When I woke up this morning I spotted a post about Noel Edmunds getting back lash about suggesting that negative thinking can create cancer.
I was pleasantly surprised to read the comments under this post were mainly positive and in agreement and if anyone has read or listened to anything by Bruce Lipton or read Anita Moorjani’s book “Dying to be Me” you would totally understand where Noel was coming from.
I’m not sure if it was before or after reading about Noel that I saw the picture above posted by Skye Dyer but later in the day I recalled it and thought it’s contents were relevant to this situation.
As soon as I read it, it reminded me of when I read “21 Days to Master Success and Inner Peace” by Dr Wayne W. Dyer when Wayne suggested ‘Be open to everything’.
It is most likely because I have read and listened to material by Wayne Dyer, Bruce Lipton and Anita Moorjani I am stood in the reality I have created today.
After I had a recent accident I was determined to think positively. It wasn’t until a few weeks later I recalled the thoughts I was having in the hours running up to the accident. I had one working week left before travelling to enjoy a luxury holiday and a joyous event but instead of thinking about this I was feeling overwhelmed by all the things I had to achieve in that working week and the lack of belief that I could achieve it all. I had allowed fear and doubt to occupy my thoughts instead of belief and trust that as always everything would work itself out.
My accident immediately wiped out all the things I was concerned about but it also wiped out the opportunity for something blissful and joyous. I take responsibility for my actions and my thoughts and realise that if I had acknowledged my anxiety I could have changed that chain of thought and none of this would have happened but am proud that I haven’t chosen to adopt the thoughts and opinions related to an accident like mine.
If I had chosen to believe what I have heard, at least I will have to endure severe pain every winter or more severe, crippling arthritis.
I have chosen to believe I am 100% healed and I already have the evidence that is the case.
Initially I as given a diagnosis of being in plaster until mid June with further treatment to be assessed. Last week I had a check up that required my plaster to be removed to have an X-ray to assess how the healing was going. My partner discussed possible outcomes with a member of staff removing my cast and they suggested that if I accept that I may have another cast, on anything else was a bonus but other options were surgical boots etc but quietly in my head I told myself I was already healed as I had said many times previously.

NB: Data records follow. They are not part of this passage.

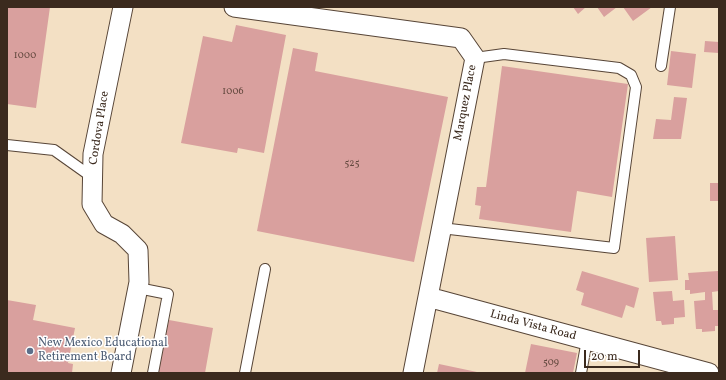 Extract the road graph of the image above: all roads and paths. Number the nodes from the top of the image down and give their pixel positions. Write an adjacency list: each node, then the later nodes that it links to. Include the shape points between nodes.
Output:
1 (123, 7): 8 (street, Cordova Place, via 93,154)
2 (234, 7): 4 (street, Marquez Place)
3 (670, 7): 6 (lane)
4 (315, 12): 5 (street, Marquez Place, via 462,38)
5 (475, 58): 9 (street, Marquez Place); 9 (lane, via 504,54 619,68 631,75 636,87 614,248)
6 (661, 66)
7 (7, 145): 8 (lane, via 54,150)
8 (92, 177): 11 (street, Cordova Place, via 92,204 104,224 122,234 138,250)
9 (441, 228): 12 (street, Marquez Place)
10 (265, 269): 16 (lane)
11 (138, 288): 14 (street, Cordova Place); 15 (lane, via 168,294)
12 (428, 297): 13 (street, Linda Vista Road); 17 (street, Marquez Place)
13 (587, 340): 18 (lane); 19 (street, Linda Vista Road)
14 (121, 373)
15 (153, 373)
16 (245, 373)
17 (413, 373)
18 (581, 373)
19 (709, 373)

I believed it and already accepted that I will be 100% fully functioning in the future but never being through something like this I had nothing to gage against time wise.
A short time later I was called back in to meet the consultant who showed me my X-rays and told me that my break had completely healed and I could start weight baring immediately as much I could tolerate. So two weeks before I was due out of plaster cast I don’t have as much as a support bandage and today I had my first (and only) physiotherapist appointment. The word ‘exceptional’ was used several times as the Physiotherapist’s body language gave away that they were literally flabbergasted by my flexibility and mobility in my joints. She actually said that she had never had anyone at this stage with this amount of movement and demonstrated with her hand how much movement people normally have which was barely anything. I have received a sheet of 3 exercises to improve to some tightness in my calves and I have been discharged.
Feeling blissful and full of Gratitude I decided to go into the garden, enjoy the sunshine and listen to something on YouTube and as if to reiterate what I, Noel and many others believe the video below was on my recommended list.
It’s not in our gene’s. It is in our thoughts. Anything and Everything.